[Stored items]
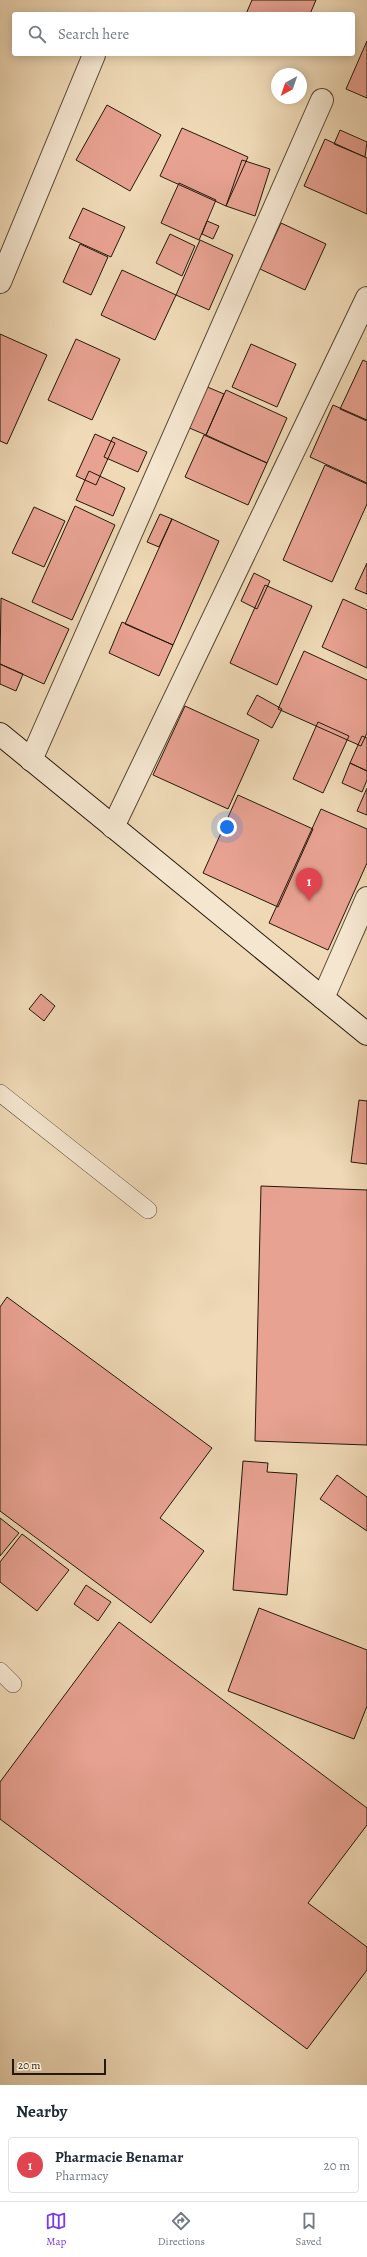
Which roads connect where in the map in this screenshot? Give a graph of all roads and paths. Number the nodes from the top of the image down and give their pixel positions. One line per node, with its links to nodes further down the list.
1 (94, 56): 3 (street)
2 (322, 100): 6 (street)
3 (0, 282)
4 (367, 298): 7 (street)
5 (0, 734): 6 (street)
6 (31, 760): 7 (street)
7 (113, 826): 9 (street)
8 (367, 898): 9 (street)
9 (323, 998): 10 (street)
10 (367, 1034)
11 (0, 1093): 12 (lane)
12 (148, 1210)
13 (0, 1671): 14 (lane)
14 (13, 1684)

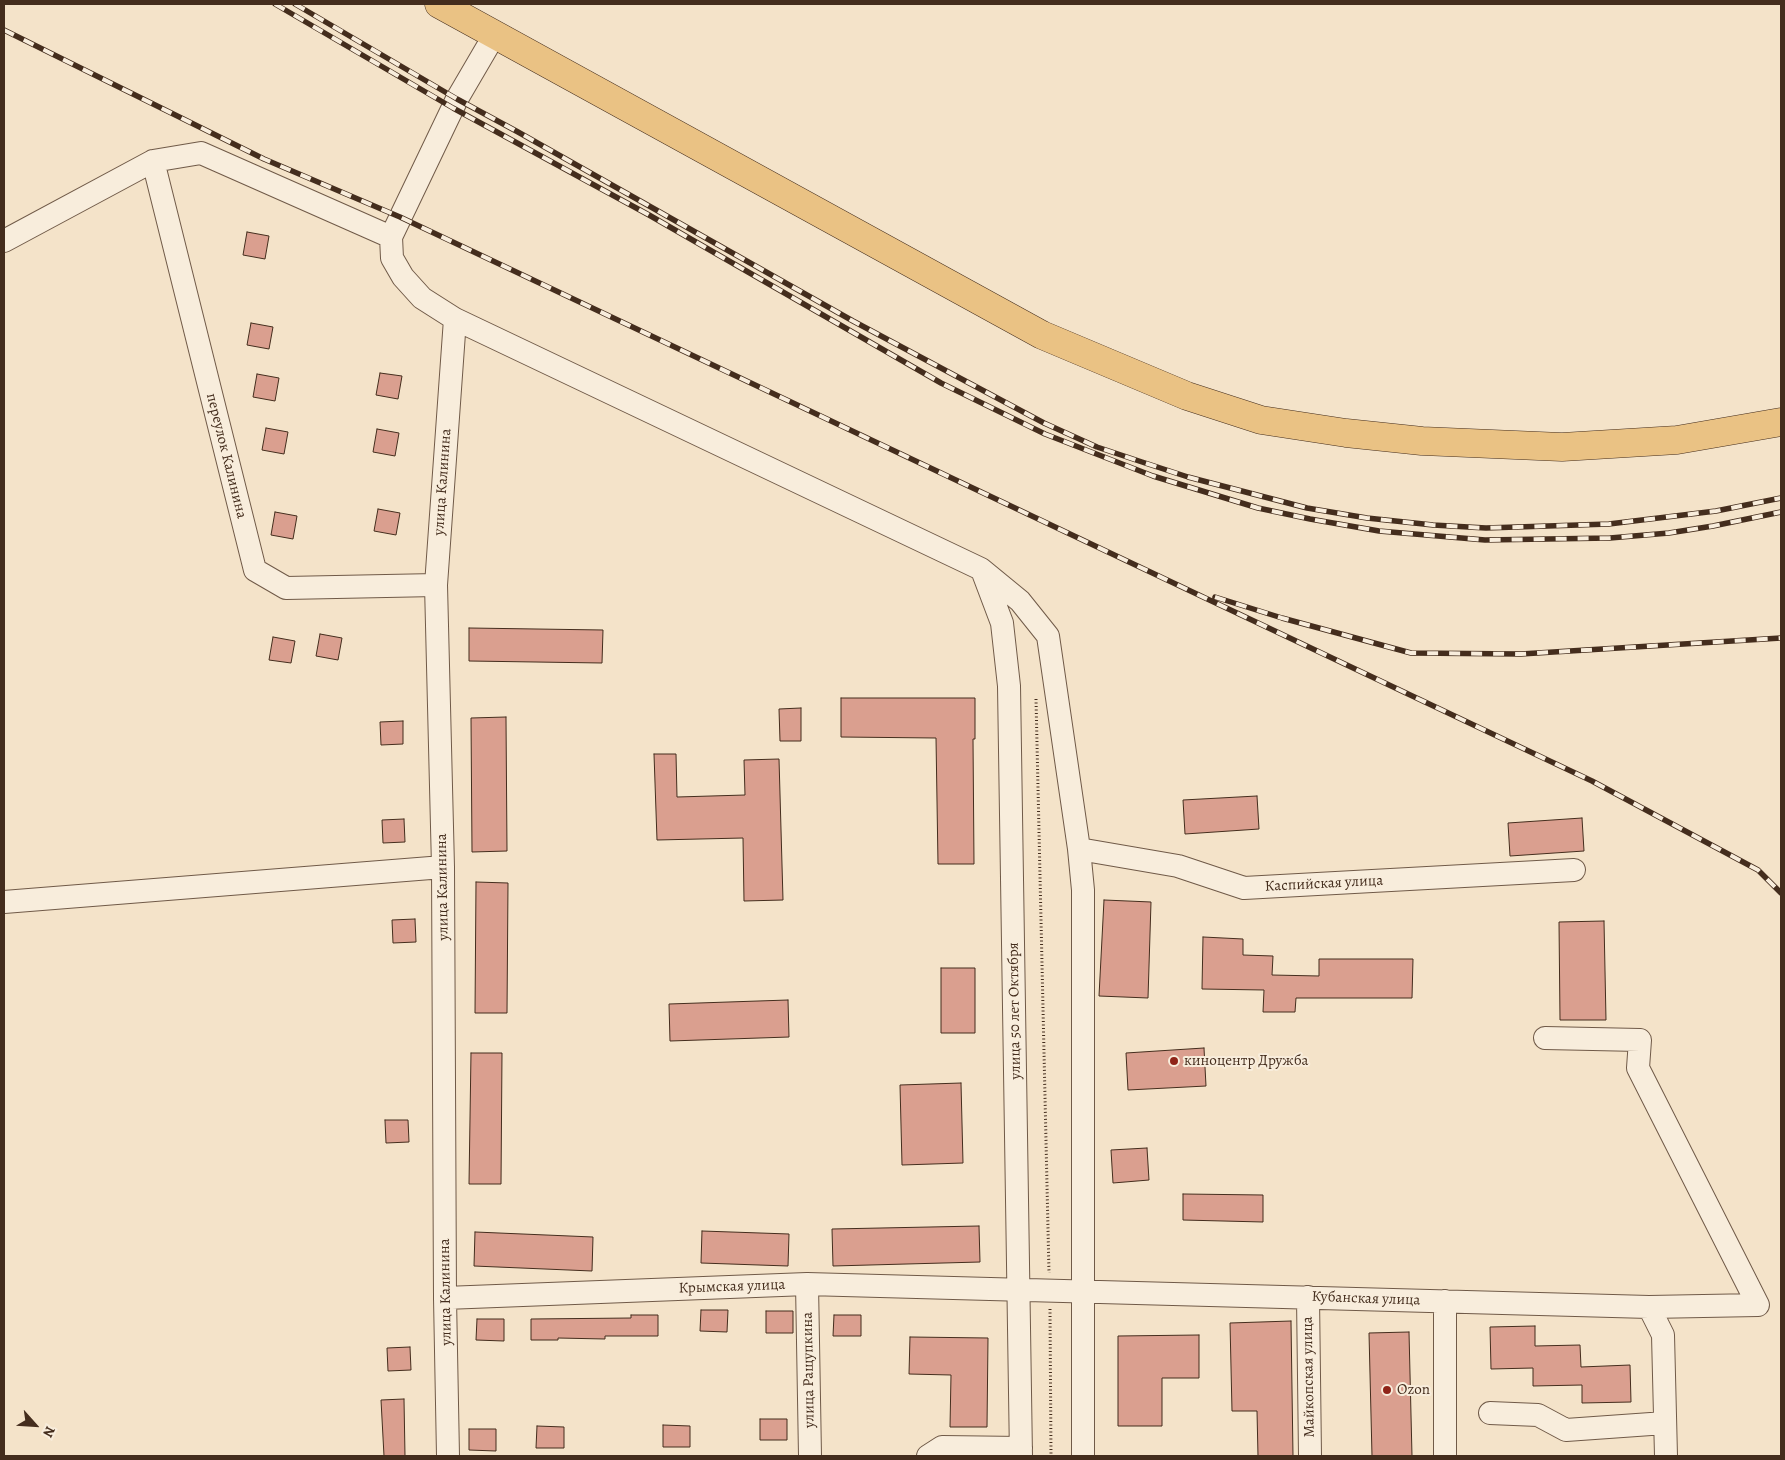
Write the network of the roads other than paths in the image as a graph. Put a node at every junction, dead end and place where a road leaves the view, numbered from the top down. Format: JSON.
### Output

---

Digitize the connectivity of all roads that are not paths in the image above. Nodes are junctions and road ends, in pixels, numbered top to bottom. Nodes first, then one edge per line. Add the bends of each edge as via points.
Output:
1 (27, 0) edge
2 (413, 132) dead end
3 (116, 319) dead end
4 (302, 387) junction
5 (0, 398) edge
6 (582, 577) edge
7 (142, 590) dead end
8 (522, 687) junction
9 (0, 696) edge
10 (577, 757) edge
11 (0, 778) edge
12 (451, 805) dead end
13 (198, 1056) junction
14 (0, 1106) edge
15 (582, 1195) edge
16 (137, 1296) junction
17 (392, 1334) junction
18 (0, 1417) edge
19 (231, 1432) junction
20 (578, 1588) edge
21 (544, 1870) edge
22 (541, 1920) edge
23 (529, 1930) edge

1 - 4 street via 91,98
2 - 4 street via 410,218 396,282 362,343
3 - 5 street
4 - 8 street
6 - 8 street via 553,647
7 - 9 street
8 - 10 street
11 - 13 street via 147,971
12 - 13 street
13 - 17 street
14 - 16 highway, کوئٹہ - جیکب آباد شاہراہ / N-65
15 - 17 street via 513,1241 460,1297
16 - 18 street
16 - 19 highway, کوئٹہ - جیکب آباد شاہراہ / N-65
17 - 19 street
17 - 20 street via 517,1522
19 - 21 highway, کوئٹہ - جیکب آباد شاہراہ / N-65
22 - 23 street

* * *

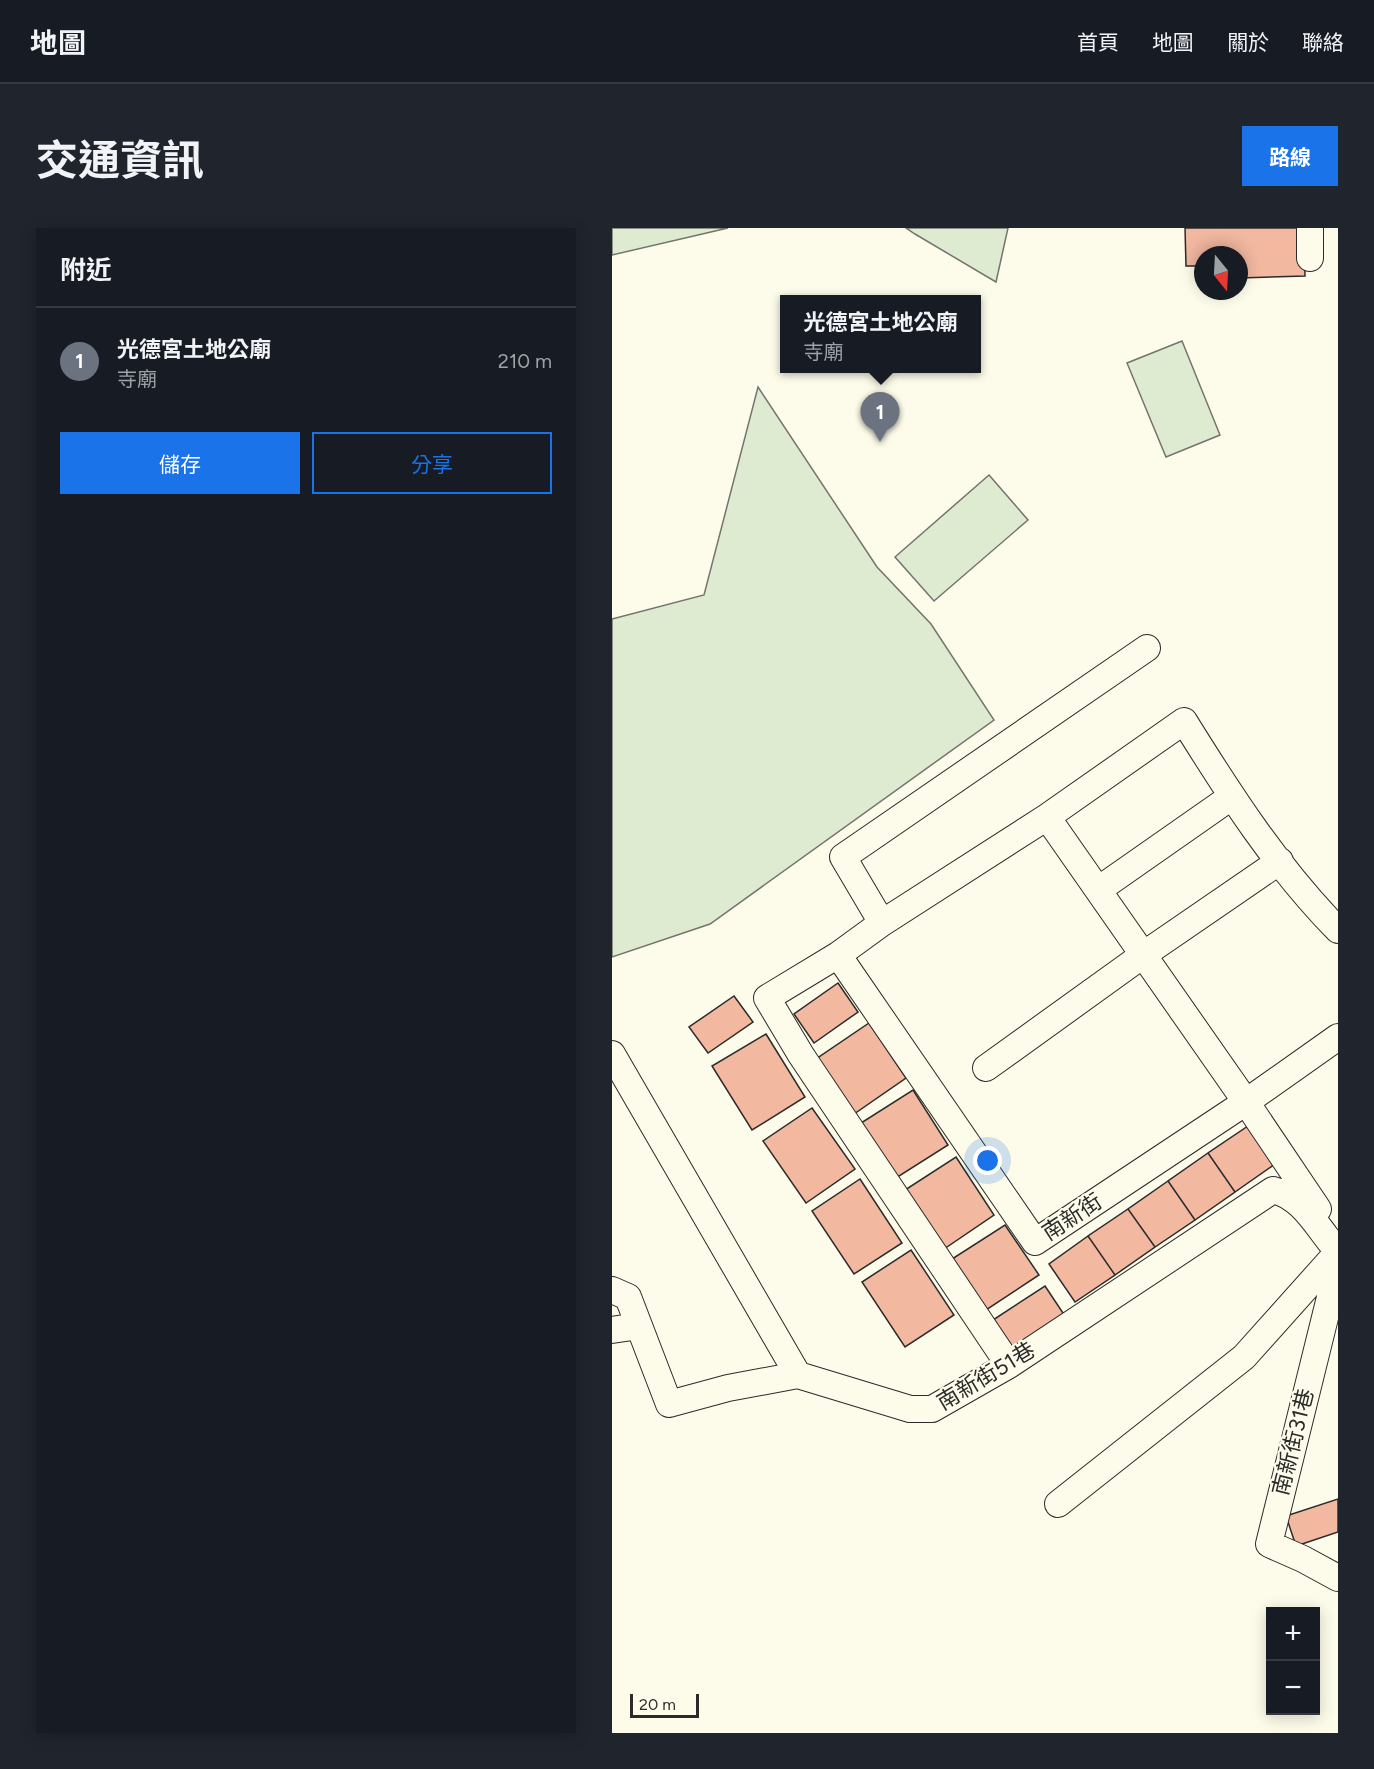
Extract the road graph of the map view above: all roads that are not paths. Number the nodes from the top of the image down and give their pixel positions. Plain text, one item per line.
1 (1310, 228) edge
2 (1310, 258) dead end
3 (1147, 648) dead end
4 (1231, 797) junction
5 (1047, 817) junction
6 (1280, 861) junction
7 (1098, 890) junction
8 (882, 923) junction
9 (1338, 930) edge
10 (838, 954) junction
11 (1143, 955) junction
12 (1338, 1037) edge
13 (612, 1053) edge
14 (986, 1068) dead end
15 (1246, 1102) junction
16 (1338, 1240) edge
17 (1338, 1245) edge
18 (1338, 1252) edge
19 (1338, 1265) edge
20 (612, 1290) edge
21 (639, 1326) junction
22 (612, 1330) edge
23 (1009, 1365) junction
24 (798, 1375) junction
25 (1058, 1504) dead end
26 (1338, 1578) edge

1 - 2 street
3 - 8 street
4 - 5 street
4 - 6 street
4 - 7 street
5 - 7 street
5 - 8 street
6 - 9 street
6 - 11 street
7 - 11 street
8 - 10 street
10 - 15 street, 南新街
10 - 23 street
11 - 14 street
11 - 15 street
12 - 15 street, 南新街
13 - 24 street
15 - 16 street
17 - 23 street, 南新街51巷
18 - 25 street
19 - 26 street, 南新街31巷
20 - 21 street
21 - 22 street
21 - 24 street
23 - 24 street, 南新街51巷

What this task involves
Show me every line of the entries above that holds "numbered".

Answer space
Write the network of the roads other than paths in the image as a graph. Put a node at every junction, dead end and place where a road leaves the view, numbered from the top down. Format: JSON.
Digitize the connectivity of all roads that are not paths in the image above. Nodes are junctions and road ends, in pixels, numbered top to bottom. Nodes first, then one edge per line. Add the bends of each edge as via points.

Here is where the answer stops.